Re: [PATCH v2] ubi: gluebi: Fix NULL pointer dereference caused by ftl notifier

From: Zhihao Cheng
Date: Thu Jun 20 2024 - 21:59:39 EST


在 2024/6/21 6:06, Gagan Sidhu 写道:
hi zhihao,

so i assume my crude paraphrase is correct? that i may have unintentionally pointed the finger at you, but the real issue is GLUEBI existing with BLOCK on the same volume?

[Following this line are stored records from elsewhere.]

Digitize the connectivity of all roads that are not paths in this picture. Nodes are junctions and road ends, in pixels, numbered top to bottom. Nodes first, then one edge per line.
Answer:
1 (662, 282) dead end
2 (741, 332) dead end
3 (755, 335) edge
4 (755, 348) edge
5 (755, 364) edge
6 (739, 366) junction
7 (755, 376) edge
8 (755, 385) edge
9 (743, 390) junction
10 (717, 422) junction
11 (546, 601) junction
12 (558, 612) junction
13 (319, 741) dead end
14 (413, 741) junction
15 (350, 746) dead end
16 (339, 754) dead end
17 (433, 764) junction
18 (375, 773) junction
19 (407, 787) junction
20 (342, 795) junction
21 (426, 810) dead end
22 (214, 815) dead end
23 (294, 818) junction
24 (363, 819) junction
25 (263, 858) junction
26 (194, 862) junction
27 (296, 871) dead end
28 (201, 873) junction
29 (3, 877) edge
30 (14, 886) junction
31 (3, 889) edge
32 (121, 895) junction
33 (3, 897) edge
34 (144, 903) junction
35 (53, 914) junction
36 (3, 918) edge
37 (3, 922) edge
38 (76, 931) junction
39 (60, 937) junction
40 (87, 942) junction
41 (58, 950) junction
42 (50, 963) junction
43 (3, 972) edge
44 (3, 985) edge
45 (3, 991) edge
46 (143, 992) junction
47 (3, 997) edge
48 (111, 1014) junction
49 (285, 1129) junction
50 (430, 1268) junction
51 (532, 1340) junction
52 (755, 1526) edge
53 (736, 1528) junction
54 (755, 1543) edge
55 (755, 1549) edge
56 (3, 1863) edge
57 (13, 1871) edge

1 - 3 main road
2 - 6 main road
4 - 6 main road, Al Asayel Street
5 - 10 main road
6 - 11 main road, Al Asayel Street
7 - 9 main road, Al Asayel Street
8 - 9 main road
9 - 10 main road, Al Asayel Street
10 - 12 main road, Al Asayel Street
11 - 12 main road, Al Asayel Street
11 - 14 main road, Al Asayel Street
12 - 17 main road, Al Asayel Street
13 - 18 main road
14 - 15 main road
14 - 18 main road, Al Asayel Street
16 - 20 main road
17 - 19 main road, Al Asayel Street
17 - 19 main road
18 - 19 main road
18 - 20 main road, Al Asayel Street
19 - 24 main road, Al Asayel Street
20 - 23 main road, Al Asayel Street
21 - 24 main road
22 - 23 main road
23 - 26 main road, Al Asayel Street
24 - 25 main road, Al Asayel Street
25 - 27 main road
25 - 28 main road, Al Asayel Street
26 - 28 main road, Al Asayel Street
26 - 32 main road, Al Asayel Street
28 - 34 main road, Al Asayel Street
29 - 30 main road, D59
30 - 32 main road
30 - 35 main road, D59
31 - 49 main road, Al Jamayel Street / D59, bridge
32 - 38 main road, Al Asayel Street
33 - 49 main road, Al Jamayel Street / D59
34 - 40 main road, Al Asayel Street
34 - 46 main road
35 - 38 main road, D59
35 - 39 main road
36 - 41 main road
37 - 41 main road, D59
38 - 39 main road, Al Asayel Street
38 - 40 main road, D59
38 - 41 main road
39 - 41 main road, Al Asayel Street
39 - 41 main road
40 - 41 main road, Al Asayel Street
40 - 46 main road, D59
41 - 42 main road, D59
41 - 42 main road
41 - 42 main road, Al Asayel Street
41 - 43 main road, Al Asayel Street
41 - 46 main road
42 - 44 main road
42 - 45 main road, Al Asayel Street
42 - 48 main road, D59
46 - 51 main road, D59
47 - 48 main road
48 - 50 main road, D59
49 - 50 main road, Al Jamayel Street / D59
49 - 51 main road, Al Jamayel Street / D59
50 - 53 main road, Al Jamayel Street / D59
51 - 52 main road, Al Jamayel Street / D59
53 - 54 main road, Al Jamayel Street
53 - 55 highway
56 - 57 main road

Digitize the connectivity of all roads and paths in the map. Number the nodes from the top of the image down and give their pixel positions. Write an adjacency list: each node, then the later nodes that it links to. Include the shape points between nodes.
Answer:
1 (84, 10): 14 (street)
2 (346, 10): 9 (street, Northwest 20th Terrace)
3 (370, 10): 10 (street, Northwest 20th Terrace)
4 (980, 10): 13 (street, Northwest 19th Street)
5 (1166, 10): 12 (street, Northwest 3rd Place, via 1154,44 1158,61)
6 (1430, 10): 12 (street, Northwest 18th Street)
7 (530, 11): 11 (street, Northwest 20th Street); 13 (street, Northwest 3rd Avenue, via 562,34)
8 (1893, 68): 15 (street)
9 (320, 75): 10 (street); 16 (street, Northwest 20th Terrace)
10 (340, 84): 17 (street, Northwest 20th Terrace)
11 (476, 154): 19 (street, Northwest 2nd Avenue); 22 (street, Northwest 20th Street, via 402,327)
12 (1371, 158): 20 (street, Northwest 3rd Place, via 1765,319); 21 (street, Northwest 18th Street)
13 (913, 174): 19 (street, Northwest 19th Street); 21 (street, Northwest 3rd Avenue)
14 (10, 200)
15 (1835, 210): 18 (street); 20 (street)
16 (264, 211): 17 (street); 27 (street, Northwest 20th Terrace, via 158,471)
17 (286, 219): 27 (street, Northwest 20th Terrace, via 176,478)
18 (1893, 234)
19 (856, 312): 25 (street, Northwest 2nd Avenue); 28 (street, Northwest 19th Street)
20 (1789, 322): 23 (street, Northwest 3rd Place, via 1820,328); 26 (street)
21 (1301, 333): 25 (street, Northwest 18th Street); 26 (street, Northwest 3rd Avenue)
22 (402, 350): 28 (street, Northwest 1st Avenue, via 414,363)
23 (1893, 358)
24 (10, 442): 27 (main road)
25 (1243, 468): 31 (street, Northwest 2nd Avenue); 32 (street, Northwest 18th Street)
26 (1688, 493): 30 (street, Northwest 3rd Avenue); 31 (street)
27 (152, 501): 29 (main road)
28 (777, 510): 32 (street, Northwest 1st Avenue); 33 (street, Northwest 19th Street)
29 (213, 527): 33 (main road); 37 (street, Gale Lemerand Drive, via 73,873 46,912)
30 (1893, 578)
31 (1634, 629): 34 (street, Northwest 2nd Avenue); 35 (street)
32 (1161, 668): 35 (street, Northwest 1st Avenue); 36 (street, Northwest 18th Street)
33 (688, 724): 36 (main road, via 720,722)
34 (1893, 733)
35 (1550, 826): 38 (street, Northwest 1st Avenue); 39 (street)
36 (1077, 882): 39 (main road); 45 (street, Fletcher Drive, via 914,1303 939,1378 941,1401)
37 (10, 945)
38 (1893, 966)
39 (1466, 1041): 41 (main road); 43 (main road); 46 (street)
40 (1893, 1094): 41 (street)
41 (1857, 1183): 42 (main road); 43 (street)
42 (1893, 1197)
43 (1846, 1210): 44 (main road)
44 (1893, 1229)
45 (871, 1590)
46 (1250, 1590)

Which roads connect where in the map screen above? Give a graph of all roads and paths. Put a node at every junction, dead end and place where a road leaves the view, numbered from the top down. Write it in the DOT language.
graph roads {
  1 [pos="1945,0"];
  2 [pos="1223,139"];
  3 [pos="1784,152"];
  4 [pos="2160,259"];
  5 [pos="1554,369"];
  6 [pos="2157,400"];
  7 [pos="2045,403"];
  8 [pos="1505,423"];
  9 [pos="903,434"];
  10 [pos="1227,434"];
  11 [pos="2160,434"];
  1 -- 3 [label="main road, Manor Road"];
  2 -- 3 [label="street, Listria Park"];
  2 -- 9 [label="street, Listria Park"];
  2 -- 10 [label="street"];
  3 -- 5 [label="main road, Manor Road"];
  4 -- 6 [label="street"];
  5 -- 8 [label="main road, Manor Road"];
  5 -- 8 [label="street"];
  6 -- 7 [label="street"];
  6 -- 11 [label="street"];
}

Uhhh, I don't think I mean this. We will make it clear after getting the layers' information about your device.
Everything goes well from you guys talking, this patch did reject the mtdblock loading from a gluebi device, which may lead booting failed if your rootfs depends on a mtdblock(which is generated from the gluebi device).
From your description 'spoke to a user, gave him a build without MTD_GLUEBI, restoring changes made by (HAHAHA you are! huawei), it booted fine'. One thing I'm curious about, if the device boots from the mtdblock(which is generated from gluebi device), the gluebi device won't be generated because you have turned off the CONFIG_MTD_UBI_GLUEBI, then the device boots successfully, which means that your rootfs is most likely loaded from ubiblock0_0. My questions are:
Q1. According to previous talking, the booting configuration is
https://github.com/torvalds/linux/blob/master/drivers/mtd/mtdcore.c#L774, why the device could boot from ubiblock0_0?(it looks like that the device uses config from https://git.openwrt.org/?p=openwrt/openwrt.git;a=blob;f=target/linux/generic/pending-5.15/493-ubi-set-ROOT_DEV-to-ubiblock-rootfs-if-unset.patch;h=266a6331c2acc0f7c17d9ac72f54659d31b56249;hb=HEAD [pointed by Richard]). I'm unfamilar with openwrt(Maybe you and Daniel know much), is that possible the device could automatically choose boot device in the openwrt framework?
Q2. Take a step back, if the gluebi device and ubiblock are generated from the same UBI volume, there will be error message like 'cannot open device %d, volume %d, error -16' if we open gluebi device and ubiblock at the same time, but I cannot find the error message from the log.
Q3. If the Q1's answer is 'yes', which means that your device could automatically choose to boot rootfs from ubiblock0_0 when it cannot dectect a mtdblock(which is generated from the gluebi device), why it can fail booting before reverting this patch? I mean, the mtdblock won't be generated before reverting this patch, the device should automatically choose to boot rootfs from ubiblock0_0, but it does not, and the error message in Q2 is not shown in your log.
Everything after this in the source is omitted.